Un noto gruppo ransomware ha creato una falsa azienda di cyber security per assumere penetration tester sottopagati da sfruttare nelle sue attività criminali.
Autore: Redazione SecurityOpenLab
Un gruppo ransomware ha creato una falsa azienda di cyber security per assumere onesti e ignari esperti di cyber security specializzati in pentest, da sfruttare per le proprie attività illegali. È un caso curioso in cui si sono imbattuti i ricercatori di Gemini Advisory, azienda di cyber intelligence specializzata nelle indagini sul dark web.
Tutto è partito da un annuncio di lavoro della sedicente azienda di sicurezza informatica Bastion Security, spacciata per spin-off della legittima impresa inglese Convergent Network Solutions Ltd. L'offerta finanziaria era compresa fra 800 e 1.200 dollari al mese. I requisiti richiesti ai candidati erano: conoscenza approfondita della programmazione in C ++, PHP e Python, specializzazione in reverse engineering e nell'amministrazione di sistemi Windows.
I ricercatori hanno subito notato qualcosa di sospetto. Il sito di Bastion Security conteneva contenuti rubati da altri siti Web, e visualizzava pagine di errore 404 in lingua russa. Inoltre, negli annunci di lavoro era specificato che gli amministratori di sistema avrebbero dovuto mappare sistemi aziendali compromessi, eseguire ricognizioni di rete e individuare server e file di backup.

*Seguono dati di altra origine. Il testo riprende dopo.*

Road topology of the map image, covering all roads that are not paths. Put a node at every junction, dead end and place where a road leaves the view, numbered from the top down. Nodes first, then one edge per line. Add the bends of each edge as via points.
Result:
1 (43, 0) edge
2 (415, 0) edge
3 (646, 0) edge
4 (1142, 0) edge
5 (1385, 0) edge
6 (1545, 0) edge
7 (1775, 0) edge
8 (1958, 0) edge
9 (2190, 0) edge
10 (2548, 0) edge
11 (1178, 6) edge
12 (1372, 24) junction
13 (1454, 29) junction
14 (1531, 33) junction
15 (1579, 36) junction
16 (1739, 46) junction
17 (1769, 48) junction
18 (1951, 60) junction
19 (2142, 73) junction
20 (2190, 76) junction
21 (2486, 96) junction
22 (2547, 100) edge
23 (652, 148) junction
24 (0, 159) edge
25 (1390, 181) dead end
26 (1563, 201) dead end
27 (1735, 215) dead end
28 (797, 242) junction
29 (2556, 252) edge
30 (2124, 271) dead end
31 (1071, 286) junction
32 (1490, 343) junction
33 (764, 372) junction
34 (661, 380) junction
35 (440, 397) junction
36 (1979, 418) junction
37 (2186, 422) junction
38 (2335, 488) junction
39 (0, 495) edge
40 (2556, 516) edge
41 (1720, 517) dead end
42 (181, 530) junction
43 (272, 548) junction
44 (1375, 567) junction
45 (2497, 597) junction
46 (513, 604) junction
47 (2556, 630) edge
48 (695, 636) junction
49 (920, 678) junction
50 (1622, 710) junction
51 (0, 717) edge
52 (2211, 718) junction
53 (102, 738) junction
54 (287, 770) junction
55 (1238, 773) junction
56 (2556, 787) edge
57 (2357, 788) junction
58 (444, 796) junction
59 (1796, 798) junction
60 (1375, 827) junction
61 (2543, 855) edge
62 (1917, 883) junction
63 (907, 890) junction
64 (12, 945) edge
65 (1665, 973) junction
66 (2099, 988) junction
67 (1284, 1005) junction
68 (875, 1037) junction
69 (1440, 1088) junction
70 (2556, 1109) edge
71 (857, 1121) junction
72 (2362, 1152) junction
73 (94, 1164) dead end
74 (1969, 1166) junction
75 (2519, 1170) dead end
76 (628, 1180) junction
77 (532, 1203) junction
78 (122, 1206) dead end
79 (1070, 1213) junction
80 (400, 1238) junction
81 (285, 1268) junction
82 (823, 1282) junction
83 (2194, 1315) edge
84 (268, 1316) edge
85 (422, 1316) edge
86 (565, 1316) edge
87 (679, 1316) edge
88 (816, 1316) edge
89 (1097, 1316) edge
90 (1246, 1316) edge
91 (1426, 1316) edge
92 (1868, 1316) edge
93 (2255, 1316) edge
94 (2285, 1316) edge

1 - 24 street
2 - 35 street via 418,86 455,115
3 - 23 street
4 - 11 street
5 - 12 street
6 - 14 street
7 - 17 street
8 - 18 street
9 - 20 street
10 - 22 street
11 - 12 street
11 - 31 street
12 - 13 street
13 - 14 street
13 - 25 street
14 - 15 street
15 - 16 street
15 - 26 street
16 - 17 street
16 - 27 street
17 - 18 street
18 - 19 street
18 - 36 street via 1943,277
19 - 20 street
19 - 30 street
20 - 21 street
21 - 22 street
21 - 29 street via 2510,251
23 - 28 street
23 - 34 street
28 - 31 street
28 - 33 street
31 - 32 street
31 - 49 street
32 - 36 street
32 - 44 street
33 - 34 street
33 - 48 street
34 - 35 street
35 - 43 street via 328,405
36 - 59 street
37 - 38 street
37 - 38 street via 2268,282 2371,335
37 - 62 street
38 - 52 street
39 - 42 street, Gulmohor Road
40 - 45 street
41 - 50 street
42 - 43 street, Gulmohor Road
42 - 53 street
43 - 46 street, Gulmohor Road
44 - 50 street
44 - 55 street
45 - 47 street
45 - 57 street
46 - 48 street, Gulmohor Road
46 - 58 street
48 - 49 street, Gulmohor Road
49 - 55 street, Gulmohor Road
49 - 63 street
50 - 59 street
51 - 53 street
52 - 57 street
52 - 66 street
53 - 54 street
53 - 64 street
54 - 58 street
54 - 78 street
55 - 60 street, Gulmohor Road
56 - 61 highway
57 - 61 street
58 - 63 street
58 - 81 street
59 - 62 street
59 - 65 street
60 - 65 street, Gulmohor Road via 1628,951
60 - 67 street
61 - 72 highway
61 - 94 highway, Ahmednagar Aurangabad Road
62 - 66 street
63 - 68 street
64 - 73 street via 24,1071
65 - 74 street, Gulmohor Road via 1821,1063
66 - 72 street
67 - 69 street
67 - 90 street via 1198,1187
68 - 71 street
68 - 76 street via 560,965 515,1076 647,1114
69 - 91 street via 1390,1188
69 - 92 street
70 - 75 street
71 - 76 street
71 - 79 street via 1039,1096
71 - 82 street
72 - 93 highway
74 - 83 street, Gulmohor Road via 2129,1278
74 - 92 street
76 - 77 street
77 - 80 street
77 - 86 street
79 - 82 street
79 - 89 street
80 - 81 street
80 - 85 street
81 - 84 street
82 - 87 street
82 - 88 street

Si tratta di competenze tipicamente richieste nelle fasi di pre-crittografia degli attacchi ransomware, quindi gli esperti hanno sospettato che qualche gruppo criminale stesse cercando di reclutare dei pentester. Per andare a fondo, un esperto di Gemini Advisory si è candidato.
I passaggi per l'assunzione sono stati standard: un colloquio, la firma di un contratto e di un accordo di non divulgazione, e la formazione di base. Dopo l'assunzione, l'infiltrato di Gemini non ha dovuto attendere molto per capire che Bastion Secure intendeva usarlo per svolgere attività criminali.
Il datore di lavoro gli ha fornito l'accesso alla rete di un'azienda, presentandola come un cliente che aveva sottoscritto servizi di pentesting. Il nuovo dipendente doveva collezionare informazioni rilevanti relative agli account amministrativi, ai server di backup e altro. Il problema è che l'esordiente impiegato non aveva visto alcuna documentazione che autorizzasse questa attività di pentesting. Era chiaro che l'azienda non era un cliente ma una vittima.
Restava solo da capire chi era il vero datore di lavoro. È stato chiaro quando l'esperto di Gemini ha avuto accesso agli strumenti interni. Quello che veniva spacciato come Command Manager altro non era che un ben noto strumento post-sfruttamento usato dal famigerato gruppo ransomware Carbanak, noto anche come FIN7. L'associazione è stata possibile perché un paio d'anni fa era trapelato pubblicamente il codice sorgente di alcuni strumenti di FIN7.
Un'altra prova a carico di FIN7 è che lo strumento in questione era apparentemente concesso in licenza alla reale e nota azienda di cyber security CheckPoint Software Inc. Un tentativo di mascherare il software come legittimo. Peccato che i cyber criminali non abbiano brillato per originalità, dato che avevano già usato la stessa tattica e lo stesso nome in passato. Anche l'idea di usare una finta azienda di cyber security per reclutare personale non è originale: è un déjà-vu di quanto già fatto in passato.
Come accennato sopra, non è la prima volta che FIN7 crea false aziende con l'obiettivo di reclutare specialisti di cyber security per le sue losche attività. Gemini ritiene che sia un tentativo di assumere manodopera a basso costo. Piuttosto che collaborare con affiliati che pretendono percentuali molto alte sui riscatti pagati.
Un'altra opzione è che il livello di sicurezza dei software, dei servizi web, delle piattaforme di posta elettronica, eccetera sta migliorando e scatenare attacchi efficaci e remunerativi è più difficile. I cyber criminali devono muoversi in fretta, ottimizzando la propria struttura e procurandosi nuove skill. Persone un tempo importanti come autori e tester di malware non servono più, perché questi strumenti si comprano facilmente sul dark web.
Anche la prima intrusione in rete non è più un problema da quando sono fiorite le figure degli Initial Access Broker. Tuttavia, servono molti penetration tester, perché scatenare un attacco è costoso, e affinché sia proficuo è necessario compromettere le vittime al punto da costringerle a non avere altra scelta che pagare. Un'accurata ricognizione della rete e l'individuazione di tutti gli asset critici, compresi i backup, è una buona ipoteca di successo.